● **EXERCISE DESCRIPTION**
Leave the images aside and output every entry exactly.

● **EXCERPTED DATA**
------------------------------------------------------------------------

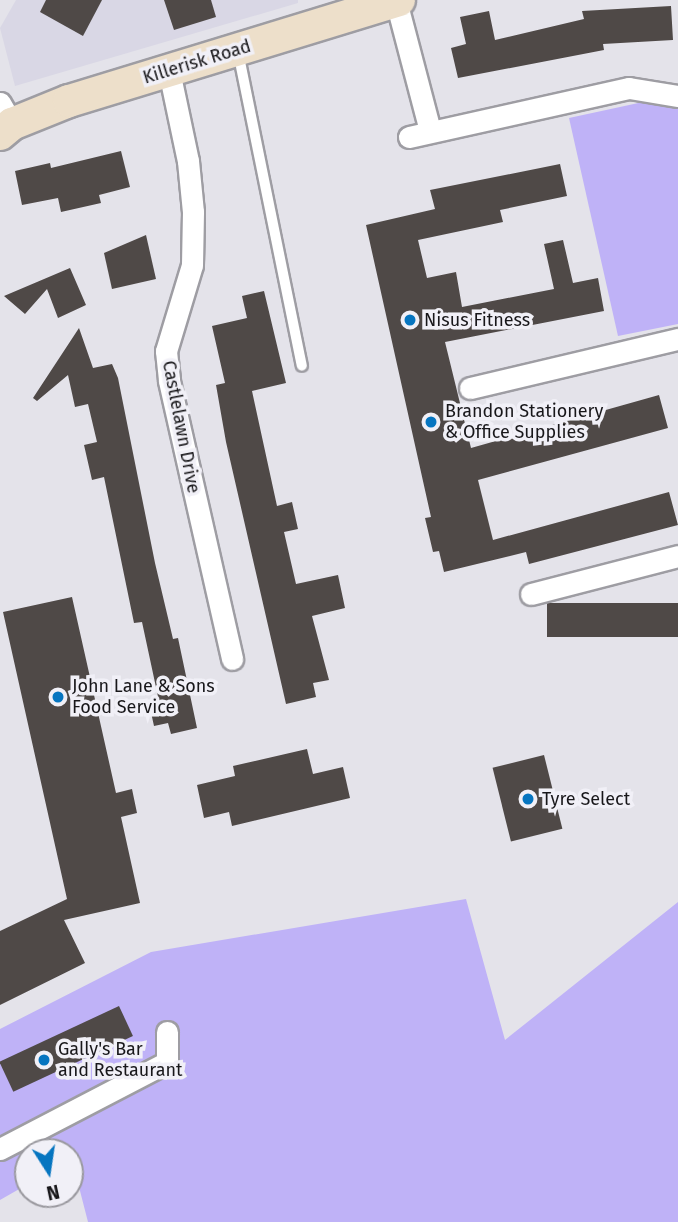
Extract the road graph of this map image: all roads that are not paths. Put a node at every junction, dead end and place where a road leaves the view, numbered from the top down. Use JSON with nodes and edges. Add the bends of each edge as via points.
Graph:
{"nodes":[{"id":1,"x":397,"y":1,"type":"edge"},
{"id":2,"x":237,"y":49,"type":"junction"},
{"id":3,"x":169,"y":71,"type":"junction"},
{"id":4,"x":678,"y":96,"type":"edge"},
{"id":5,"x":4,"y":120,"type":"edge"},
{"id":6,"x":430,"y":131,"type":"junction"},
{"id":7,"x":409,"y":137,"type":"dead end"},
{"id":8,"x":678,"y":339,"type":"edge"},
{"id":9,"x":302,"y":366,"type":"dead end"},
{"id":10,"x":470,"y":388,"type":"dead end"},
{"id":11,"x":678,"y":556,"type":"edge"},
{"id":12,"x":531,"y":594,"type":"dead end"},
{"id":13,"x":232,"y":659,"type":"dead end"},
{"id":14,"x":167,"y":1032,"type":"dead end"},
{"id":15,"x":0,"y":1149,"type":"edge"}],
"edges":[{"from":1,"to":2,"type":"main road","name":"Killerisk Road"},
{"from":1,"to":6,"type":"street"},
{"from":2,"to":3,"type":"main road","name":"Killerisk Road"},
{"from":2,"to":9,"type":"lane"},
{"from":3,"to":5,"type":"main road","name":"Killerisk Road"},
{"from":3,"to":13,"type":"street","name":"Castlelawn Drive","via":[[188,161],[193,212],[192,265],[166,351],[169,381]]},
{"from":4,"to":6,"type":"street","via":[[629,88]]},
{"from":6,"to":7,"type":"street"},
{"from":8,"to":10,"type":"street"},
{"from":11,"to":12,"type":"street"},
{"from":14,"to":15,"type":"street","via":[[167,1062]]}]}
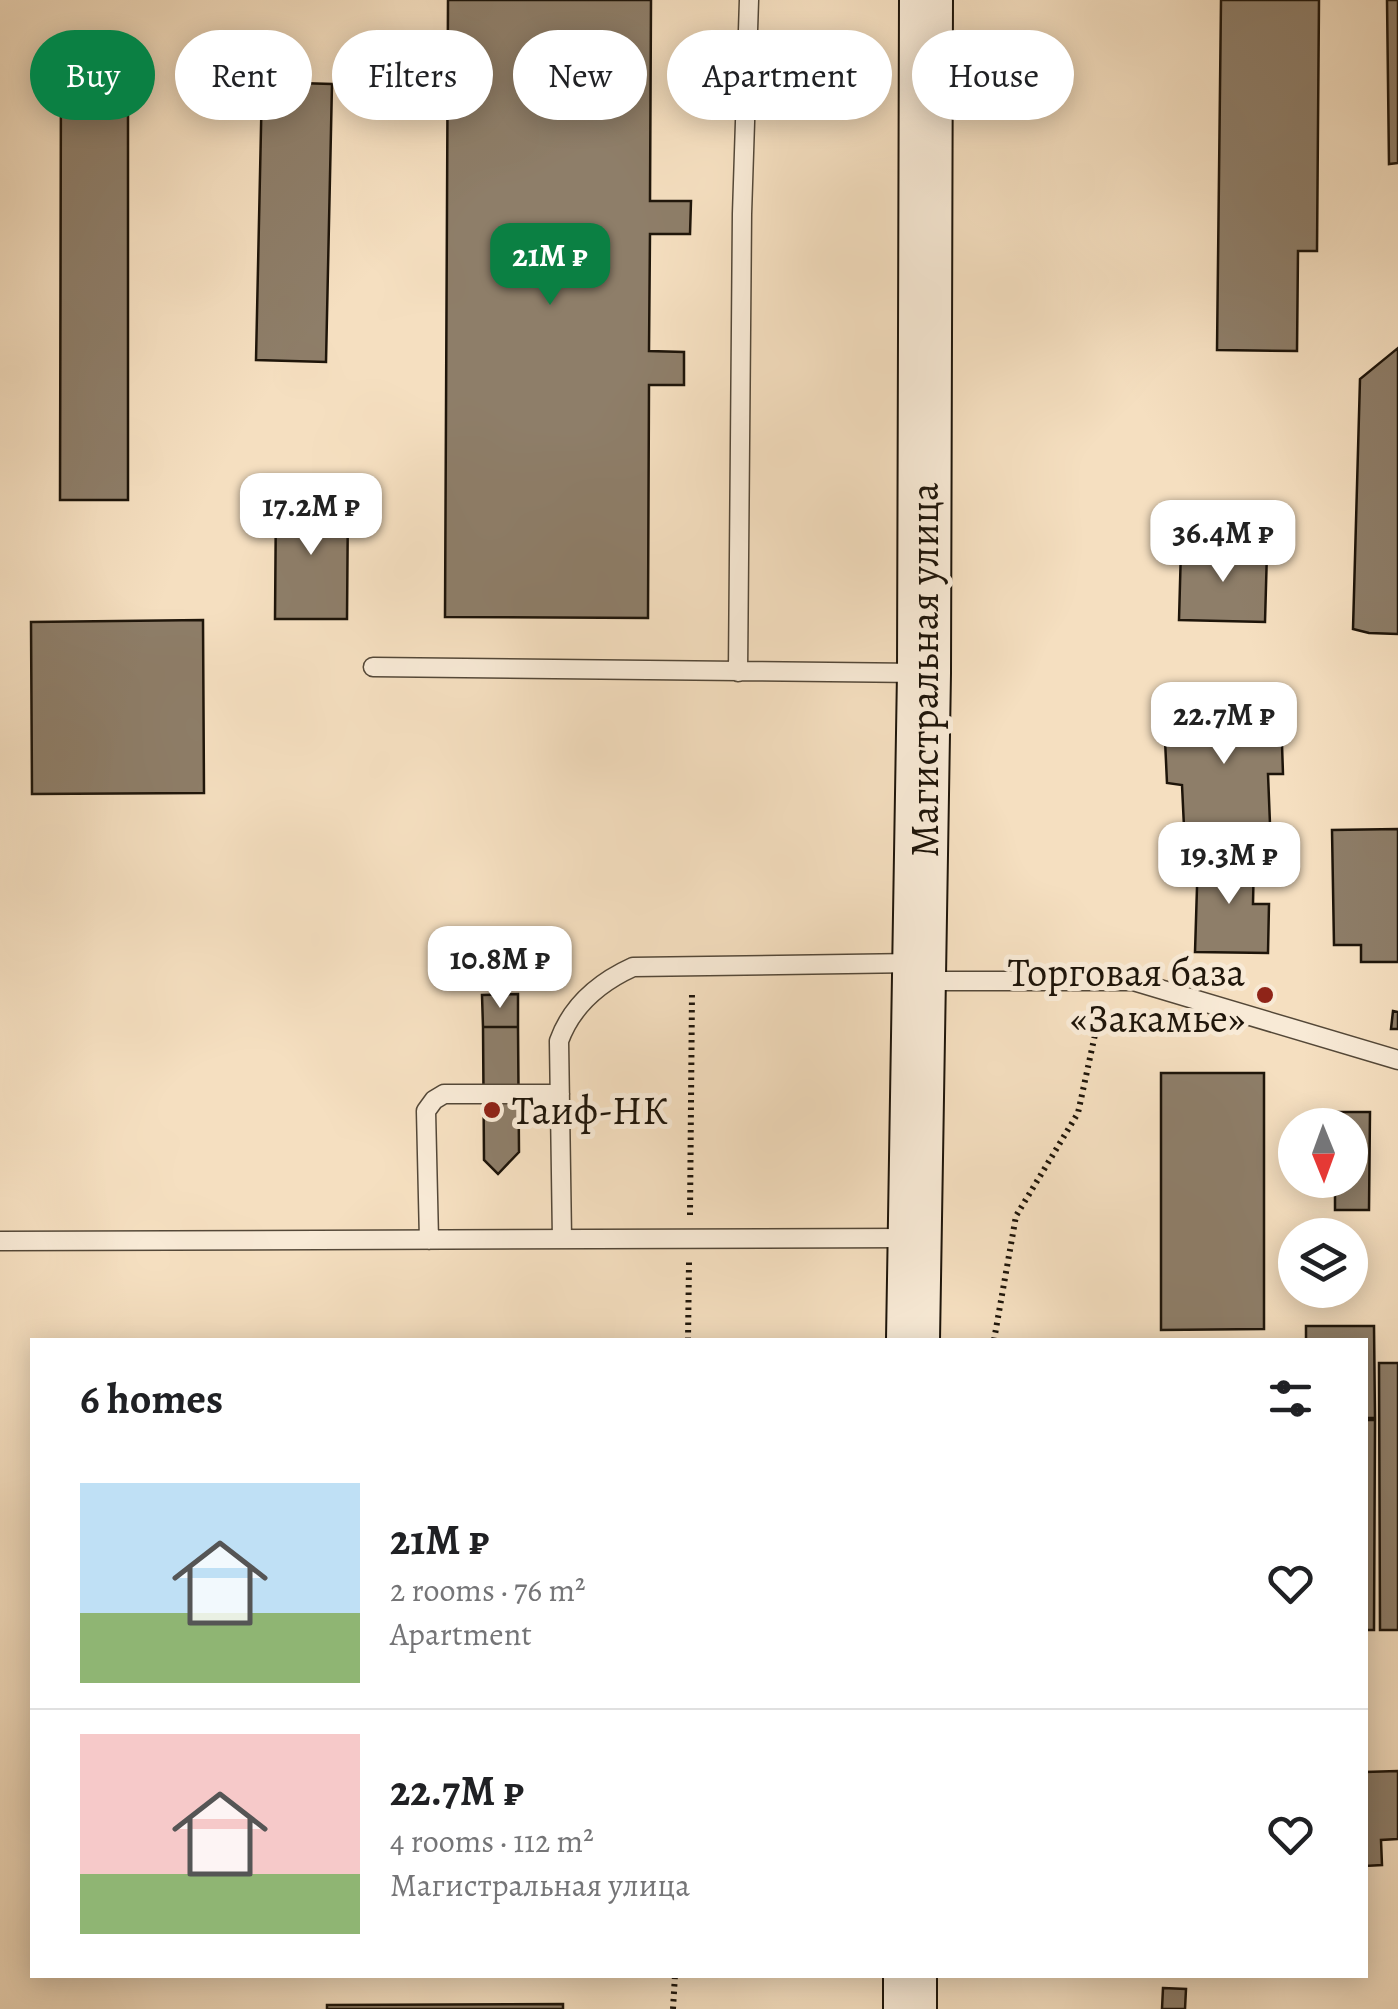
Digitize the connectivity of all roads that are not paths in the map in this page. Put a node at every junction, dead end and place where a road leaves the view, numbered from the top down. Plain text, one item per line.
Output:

------------------------------------------------------------------------

● **FINISHED TASK**
Extract the road graph of this map image: all roads that are not paths. Put a node at every junction, dead end and place where a road leaves the view, numbered from the top down. Use JSON with nodes and edges. Add the bends of each edge as via points.
Graph:
{"nodes":[{"id":1,"x":397,"y":1,"type":"edge"},
{"id":2,"x":237,"y":49,"type":"junction"},
{"id":3,"x":169,"y":71,"type":"junction"},
{"id":4,"x":678,"y":96,"type":"edge"},
{"id":5,"x":4,"y":120,"type":"edge"},
{"id":6,"x":430,"y":131,"type":"junction"},
{"id":7,"x":409,"y":137,"type":"dead end"},
{"id":8,"x":678,"y":339,"type":"edge"},
{"id":9,"x":302,"y":366,"type":"dead end"},
{"id":10,"x":470,"y":388,"type":"dead end"},
{"id":11,"x":678,"y":556,"type":"edge"},
{"id":12,"x":531,"y":594,"type":"dead end"},
{"id":13,"x":232,"y":659,"type":"dead end"},
{"id":14,"x":167,"y":1032,"type":"dead end"},
{"id":15,"x":0,"y":1149,"type":"edge"}],
"edges":[{"from":1,"to":2,"type":"main road","name":"Killerisk Road"},
{"from":1,"to":6,"type":"street"},
{"from":2,"to":3,"type":"main road","name":"Killerisk Road"},
{"from":2,"to":9,"type":"lane"},
{"from":3,"to":5,"type":"main road","name":"Killerisk Road"},
{"from":3,"to":13,"type":"street","name":"Castlelawn Drive","via":[[188,161],[193,212],[192,265],[166,351],[169,381]]},
{"from":4,"to":6,"type":"street","via":[[629,88]]},
{"from":6,"to":7,"type":"street"},
{"from":8,"to":10,"type":"street"},
{"from":11,"to":12,"type":"street"},
{"from":14,"to":15,"type":"street","via":[[167,1062]]}]}
Digitize the connectivity of all roads that are not paths in the map in this page. Put a node at every junction, dead end and place where a road leaves the view, numbered from the top down. Plain text, one item per line.
Output:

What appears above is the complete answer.